Die Hoffnung, Marlene und Ilse irgendwo in dem Gewühl der Hauptstraße austauchen zu sehen, erfüllte sich nicht. Nun, schlimmstenfalls traf man sich in Tübingen wieder. Vielleicht auch schon im Zuge dorthin. Was mit dem Nachmittag anzufangen sei, machte Annemarie kein Kopfzerbrechen. Von Mitreisenden hatte sie gehört, daß die Aussicht auf Stuttgart von einer der Höhen, zu denen eine Zahnradbahn hinaufführte, am schönsten sei. Gesellschaft hätte die gesprächige Annemarie allerdings ganz gern bei diesem Ausflug gehabt. Wiederum aber war es ganz amüsant, so ganz frei und ungebunden auf eigene Faust loszumarschieren.
Annemarie war noch nie mit einer Bergbahn gefahren. Erstaunt betrachtete sie die kastenartigen Abteile, die in schräger Linie aufwärts stiegen, und nahm in einem derselben Platz. Die Bahn war ziemlich voll, denn ein Teil der Stuttgarter Bevölkerung hatte seine Villen oben auf den Höhen. Eine Dame, die hinter ihr saß, belästigte sie mit ihrem großen Hut.

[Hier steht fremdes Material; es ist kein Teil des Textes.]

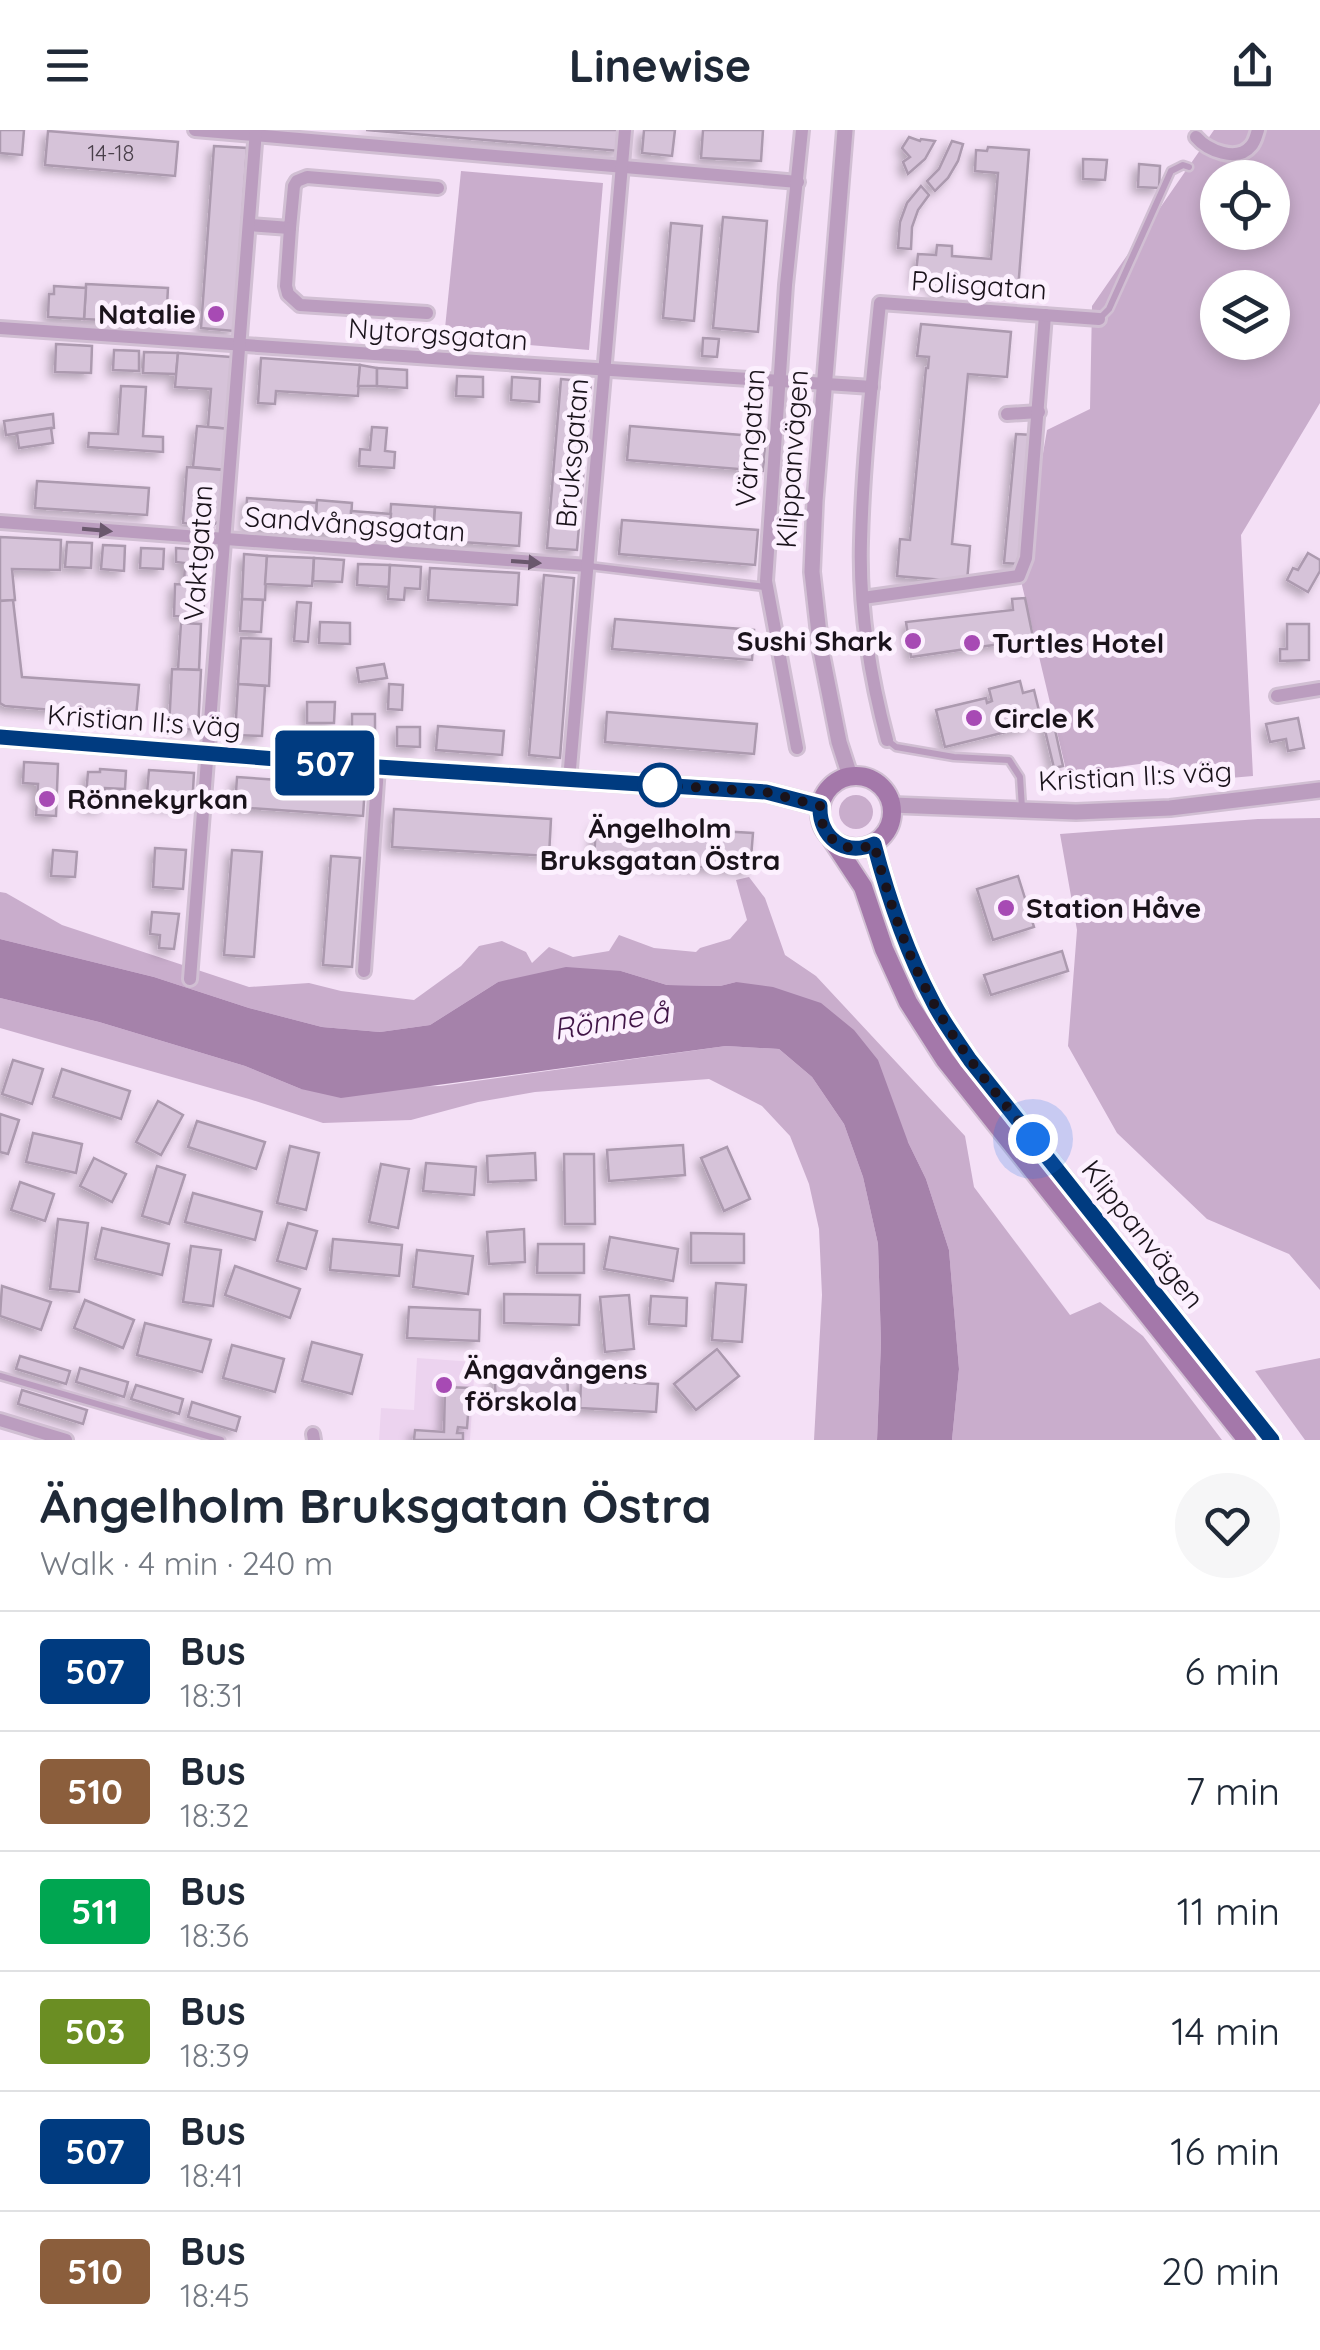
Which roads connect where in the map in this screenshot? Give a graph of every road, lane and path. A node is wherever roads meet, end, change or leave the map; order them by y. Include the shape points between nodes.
1 (195, 130) edge
2 (625, 130) edge
3 (802, 130) edge
4 (1258, 130) edge
5 (255, 132) edge
6 (847, 134) edge
7 (1196, 138) dead end
8 (1189, 166) dead end
9 (622, 167) junction
10 (798, 182) junction
11 (438, 188) dead end
12 (248, 225) junction
13 (290, 228) junction
14 (427, 312) dead end
15 (1044, 316) junction
16 (1099, 319) joint
17 (0, 328) edge
18 (240, 344) junction
19 (604, 372) junction
20 (779, 382) junction
21 (824, 385) junction
22 (872, 388) junction
23 (1039, 412) junction
24 (1006, 414) dead end
25 (0, 522) edge
26 (224, 540) junction
27 (588, 566) junction
28 (766, 587) junction
29 (863, 598) junction
30 (1320, 689) edge
31 (1277, 696) dead end
32 (0, 737) edge
33 (887, 740) joint
34 (797, 748) dead end
35 (208, 754) junction
36 (378, 767) junction
37 (850, 776) junction
38 (569, 780) junction
39 (1320, 790) edge
40 (892, 804) junction
41 (820, 806) junction
42 (1022, 809) junction
43 (832, 840) junction
44 (874, 844) junction
45 (364, 971) dead end
46 (190, 979) dead end
47 (0, 1376) edge
48 (0, 1420) edge
49 (48, 1438) edge
50 (66, 1440) edge
51 (221, 1440) edge
52 (1246, 1440) edge
53 (1272, 1440) edge

1 - 5 street
2 - 9 street, Bruksgatan
3 - 10 street, Värngatan
4 - 7 street via 1244,152 1206,148
5 - 9 street
5 - 12 street, Vaktgatan
6 - 21 street, Klippanvägen
8 - 16 lane via 1172,170
9 - 10 street
9 - 19 street, Bruksgatan
10 - 20 street, Värngatan
11 - 13 street via 302,178 294,186
12 - 13 street
12 - 18 street, Vaktgatan
13 - 14 street via 286,286 300,305
15 - 16 street, Polisgatan
15 - 22 street, Polisgatan via 880,303
15 - 23 street
17 - 18 street, Nytorgsgatan
18 - 19 street, Nytorgsgatan
18 - 26 street, Vaktgatan
19 - 20 street, Nytorgsgatan
19 - 27 street, Bruksgatan
20 - 21 street, Nytorgsgatan
20 - 28 street, Värngatan
21 - 22 street, Nytorgsgatan
21 - 37 street, Klippanvägen via 812,572 820,651
22 - 29 street
23 - 24 street
23 - 29 street via 1019,576
25 -> 26 street, Sandvångsgatan
26 -> 27 street, Sandvångsgatan
26 - 35 street, Vaktgatan
27 - 28 lane
27 - 38 street, Bruksgatan
28 - 34 street, Värngatan
29 - 33 street
30 - 31 street
32 - 35 main road, Kristian II:s väg
33 - 42 lane via 954,757 1009,760 1020,777
35 - 36 main road, Kristian II:s väg
35 - 46 street, Vaktgatan
36 - 38 main road, Kristian II:s väg
36 - 45 street
37 - 40 main road via 876,782
37 - 41 main road via 828,790
38 - 41 main road, Kristian II:s väg via 766,792
39 - 42 street, Kristian II:s väg via 1170,808
40 - 42 street, Kristian II:s väg
40 - 44 main road via 888,831
41 - 43 main road, Klippanvägen
43 - 44 main road via 848,848
43 - 52 main road, Klippanvägen via 863,887 908,1002 945,1060
44 - 53 main road, Klippanvägen via 908,949 970,1060
47 - 51 lane
48 - 49 street
49 - 50 street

Doktors Nesthäkchen stieß ärgerlich mit dem Rücken dagegen. Es nützte nichts. Solche Rücksichtslosigkeit – mochte sie doch ihren Hut abnehmen, wenn er so riesengroß war wie ein Wagenrad.

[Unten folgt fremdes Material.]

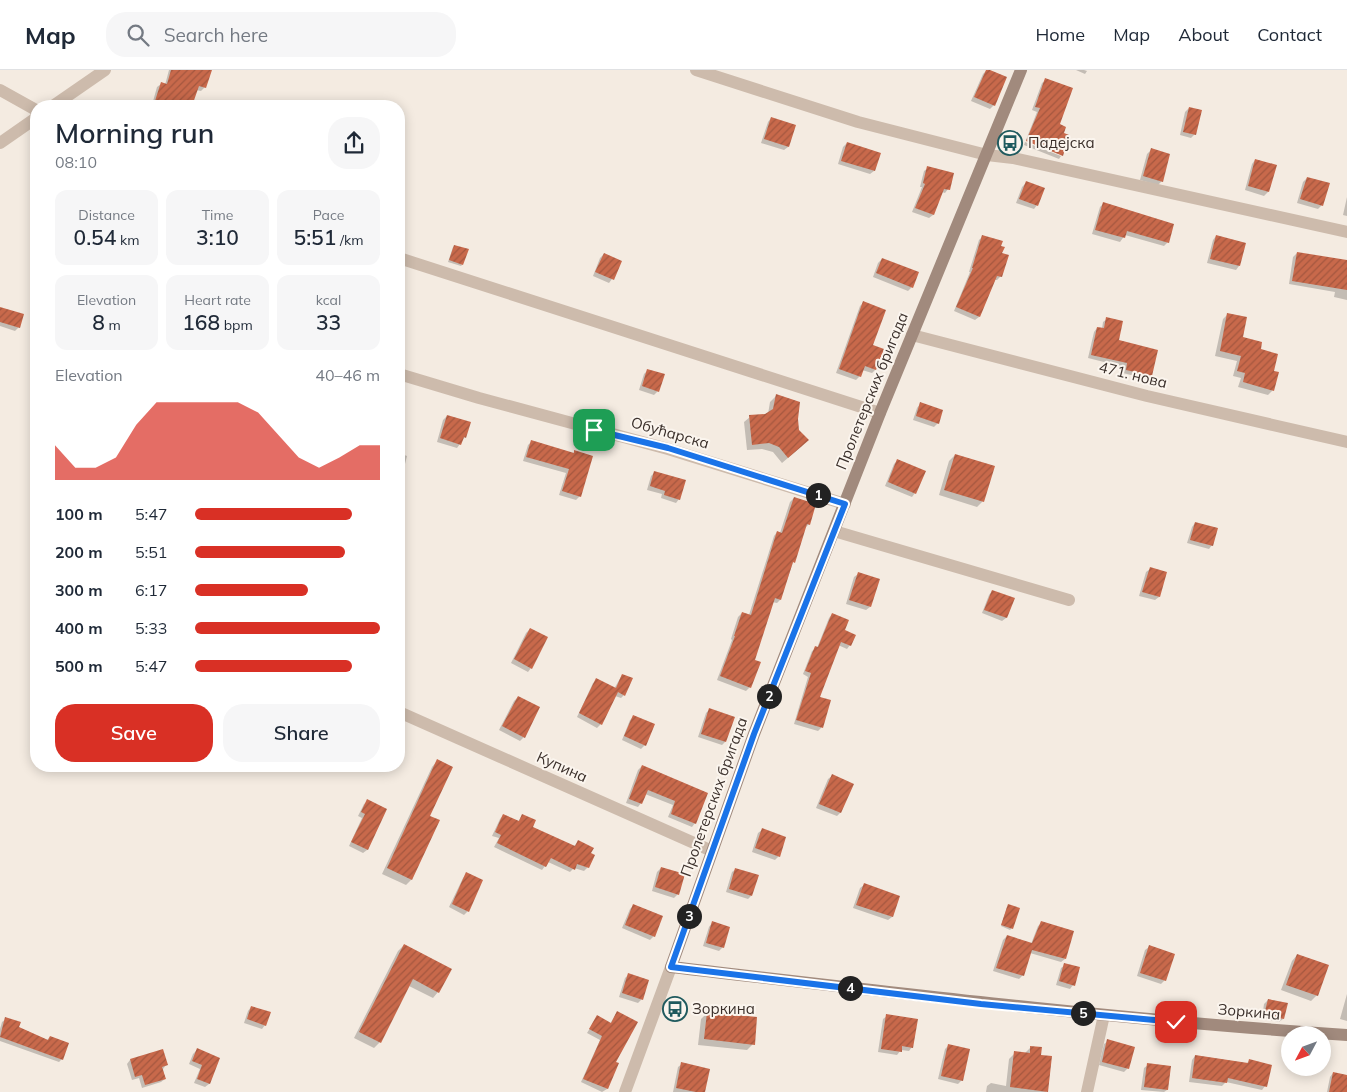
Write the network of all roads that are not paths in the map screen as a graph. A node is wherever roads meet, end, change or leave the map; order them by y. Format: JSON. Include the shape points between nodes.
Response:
{"nodes":[{"id":1,"x":105,"y":70,"type":"edge"},
{"id":2,"x":696,"y":70,"type":"edge"},
{"id":3,"x":1021,"y":70,"type":"edge"},
{"id":4,"x":0,"y":90,"type":"edge"},
{"id":5,"x":62,"y":100,"type":"edge"},
{"id":6,"x":30,"y":107,"type":"edge"},
{"id":7,"x":30,"y":122,"type":"edge"},
{"id":8,"x":0,"y":143,"type":"edge"},
{"id":9,"x":987,"y":155,"type":"junction"},
{"id":10,"x":1347,"y":232,"type":"edge"},
{"id":11,"x":405,"y":260,"type":"edge"},
{"id":12,"x":912,"y":335,"type":"junction"},
{"id":13,"x":405,"y":376,"type":"edge"},
{"id":14,"x":880,"y":413,"type":"junction"},
{"id":15,"x":1347,"y":442,"type":"edge"},
{"id":16,"x":845,"y":504,"type":"junction"},
{"id":17,"x":834,"y":531,"type":"junction"},
{"id":18,"x":1069,"y":600,"type":"dead end"},
{"id":19,"x":405,"y":715,"type":"edge"},
{"id":20,"x":712,"y":851,"type":"junction"},
{"id":21,"x":671,"y":967,"type":"junction"},
{"id":22,"x":1104,"y":1015,"type":"junction"},
{"id":23,"x":1347,"y":1036,"type":"edge"},
{"id":24,"x":625,"y":1092,"type":"edge"},
{"id":25,"x":1087,"y":1092,"type":"edge"}],
"edges":[{"from":1,"to":5,"type":"street"},
{"from":2,"to":9,"type":"street","via":[[858,122]]},
{"from":3,"to":9,"type":"street","name":"Пролетерских бригада"},
{"from":4,"to":6,"type":"street"},
{"from":7,"to":8,"type":"street"},
{"from":9,"to":10,"type":"street","via":[[1013,158]]},
{"from":9,"to":12,"type":"street","name":"Пролетерских бригада"},
{"from":11,"to":14,"type":"street"},
{"from":12,"to":14,"type":"street","name":"Пролетерских бригада"},
{"from":12,"to":15,"type":"street","name":"471. нова","via":[[1148,396]]},
{"from":13,"to":16,"type":"street","name":"Обућарска","via":[[668,448]]},
{"from":14,"to":16,"type":"street","name":"Пролетерских бригада"},
{"from":16,"to":17,"type":"street","name":"Пролетерских бригада"},
{"from":17,"to":18,"type":"street"},
{"from":17,"to":20,"type":"street","name":"Пролетерских бригада"},
{"from":19,"to":20,"type":"street","name":"Купина"},
{"from":20,"to":21,"type":"street","name":"Пролетерских бригада"},
{"from":21,"to":22,"type":"street","name":"Зоркина","via":[[981,1004]]},
{"from":21,"to":24,"type":"street","name":"Пролетерских бригада"},
{"from":22,"to":23,"type":"street","name":"Зоркина"},
{"from":22,"to":25,"type":"street"}]}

»Au!« machte Annemarie empört.
»Entschuldigen Sie bitte.« Der schüchterne, bescheidene Ton dieser Stimme ließ Annemarie jäh den Kopf wenden. Hellblonde Haare schauten unter dem großen Hut hervor und »Ilse!« – jubelnd umfing Nesthäkchen, unbekümmert um die übrigen Insassen, die »Rücksichtslose«.
»Haben wir dich endlich wieder – Gott sei Dank!« Das war ein Hinüber und Herüber von einem Kastenabteil zum andern, als ob sich Menschen, die jahrelang auf verschiedenen Erdteilen gelebt haben, unvermutet wieder treffen.

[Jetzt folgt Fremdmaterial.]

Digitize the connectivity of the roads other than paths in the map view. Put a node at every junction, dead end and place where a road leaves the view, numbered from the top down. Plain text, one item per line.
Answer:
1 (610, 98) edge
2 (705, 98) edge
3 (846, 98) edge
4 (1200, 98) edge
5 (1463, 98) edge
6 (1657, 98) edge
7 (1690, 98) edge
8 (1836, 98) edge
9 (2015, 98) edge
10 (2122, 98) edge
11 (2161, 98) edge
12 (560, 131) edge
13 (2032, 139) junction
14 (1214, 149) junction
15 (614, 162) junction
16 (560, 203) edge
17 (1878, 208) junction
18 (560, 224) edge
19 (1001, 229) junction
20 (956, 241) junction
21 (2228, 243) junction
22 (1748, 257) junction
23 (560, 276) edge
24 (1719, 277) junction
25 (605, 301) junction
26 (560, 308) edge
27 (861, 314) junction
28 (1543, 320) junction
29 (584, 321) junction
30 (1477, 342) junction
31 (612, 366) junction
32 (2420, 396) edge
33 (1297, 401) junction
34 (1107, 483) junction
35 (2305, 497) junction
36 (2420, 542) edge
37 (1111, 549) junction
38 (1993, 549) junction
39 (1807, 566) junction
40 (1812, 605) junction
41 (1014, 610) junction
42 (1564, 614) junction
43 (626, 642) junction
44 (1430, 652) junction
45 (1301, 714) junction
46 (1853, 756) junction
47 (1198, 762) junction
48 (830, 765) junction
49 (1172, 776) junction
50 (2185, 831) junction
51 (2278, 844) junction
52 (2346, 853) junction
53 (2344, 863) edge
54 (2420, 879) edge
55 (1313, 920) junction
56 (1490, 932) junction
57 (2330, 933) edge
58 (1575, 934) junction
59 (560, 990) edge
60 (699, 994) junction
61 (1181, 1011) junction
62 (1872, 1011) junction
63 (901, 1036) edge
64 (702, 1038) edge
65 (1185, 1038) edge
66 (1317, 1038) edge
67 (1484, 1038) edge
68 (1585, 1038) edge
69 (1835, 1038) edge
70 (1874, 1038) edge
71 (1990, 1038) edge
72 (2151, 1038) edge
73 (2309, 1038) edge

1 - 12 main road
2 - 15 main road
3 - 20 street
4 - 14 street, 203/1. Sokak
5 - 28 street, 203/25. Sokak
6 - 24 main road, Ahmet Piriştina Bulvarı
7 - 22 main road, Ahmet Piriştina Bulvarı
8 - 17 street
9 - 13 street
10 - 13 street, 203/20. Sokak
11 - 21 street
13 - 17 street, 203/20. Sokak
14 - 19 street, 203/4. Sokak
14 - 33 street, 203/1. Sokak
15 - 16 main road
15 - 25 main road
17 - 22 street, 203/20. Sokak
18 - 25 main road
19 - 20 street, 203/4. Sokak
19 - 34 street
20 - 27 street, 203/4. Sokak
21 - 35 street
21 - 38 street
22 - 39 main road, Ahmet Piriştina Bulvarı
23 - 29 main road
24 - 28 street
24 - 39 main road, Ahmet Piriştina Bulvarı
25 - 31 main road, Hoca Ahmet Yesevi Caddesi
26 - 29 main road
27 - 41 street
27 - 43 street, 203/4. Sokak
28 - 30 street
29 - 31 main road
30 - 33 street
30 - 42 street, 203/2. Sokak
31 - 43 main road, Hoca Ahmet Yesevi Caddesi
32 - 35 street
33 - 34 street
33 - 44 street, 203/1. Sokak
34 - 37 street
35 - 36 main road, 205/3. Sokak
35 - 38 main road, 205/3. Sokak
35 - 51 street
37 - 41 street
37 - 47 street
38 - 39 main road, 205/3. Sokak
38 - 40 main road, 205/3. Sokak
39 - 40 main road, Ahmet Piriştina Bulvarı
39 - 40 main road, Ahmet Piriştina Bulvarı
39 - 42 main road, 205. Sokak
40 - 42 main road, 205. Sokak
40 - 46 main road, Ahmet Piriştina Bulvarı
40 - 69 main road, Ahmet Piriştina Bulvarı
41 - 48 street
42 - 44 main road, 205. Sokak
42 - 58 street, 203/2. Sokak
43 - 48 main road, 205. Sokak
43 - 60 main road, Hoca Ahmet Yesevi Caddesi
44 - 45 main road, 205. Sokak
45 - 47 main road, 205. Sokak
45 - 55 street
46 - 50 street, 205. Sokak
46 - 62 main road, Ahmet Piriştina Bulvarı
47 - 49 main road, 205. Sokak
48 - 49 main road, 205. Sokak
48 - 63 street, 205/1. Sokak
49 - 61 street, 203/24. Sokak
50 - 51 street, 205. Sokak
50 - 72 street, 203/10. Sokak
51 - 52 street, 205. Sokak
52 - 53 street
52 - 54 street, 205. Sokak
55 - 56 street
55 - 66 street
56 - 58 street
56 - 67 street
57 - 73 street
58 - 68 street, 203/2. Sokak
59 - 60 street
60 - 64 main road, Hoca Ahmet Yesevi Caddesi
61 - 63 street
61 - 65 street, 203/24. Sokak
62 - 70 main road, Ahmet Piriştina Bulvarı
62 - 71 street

»Jetzt wirst du aber fest an die Leine genommen, daß du nicht wieder entlaufen kannst, Annemarie. Wir waren sehr in Sorge um dich.«
»Ja, Marlene hat sogar schon heiße Tränen um dich vergossen.«
»Ich bin eben kunstbegeisterter als ihr und wollte mir die berühmte Barockstadt Würzburg ansehen. Als Zugabe habe ich noch eine nette Bekanntschaft gemacht, durch die wir uns vielleicht auch in unserer neuen Heimat leichter einbürgern werden.«
»Junges Mädchen?«
»Nee – junger Herr.«
»Wa–as? Man braucht doch bloß den Rücken zu wenden, sobald unser Nesthäkchen allein ist, macht es Unfug«, neckte Ilse.
»Du, ich habe die Verantwortung für dich übernommen«, meinte Marlene halb ernst, halb scherzhaft.
»Dann wundere ich mich, daß du bei deiner großen Sorge um mich nicht heute morgen am Bahnhof warst, um mich in Empfang zu nehmen.«
»Ilse hielt es für ausgeschlossen, daß du Langschläferin den ersten Zug vor Tau und Tag benutzen könntest. Wir glaubten, du kämst erst mit dem Mittagszuge. Aber als du dich da auch noch nicht einfandest, machten wir uns ernsthaft Gedanken. Ich wollte schon an deine Eltern telegraphieren.«
»Na, das hätte noch gefehlt!«
»Warum bist du denn aber heute morgen nicht gleich ins Hotel Monopol gekommen, Annemarie?« forschte Ilse.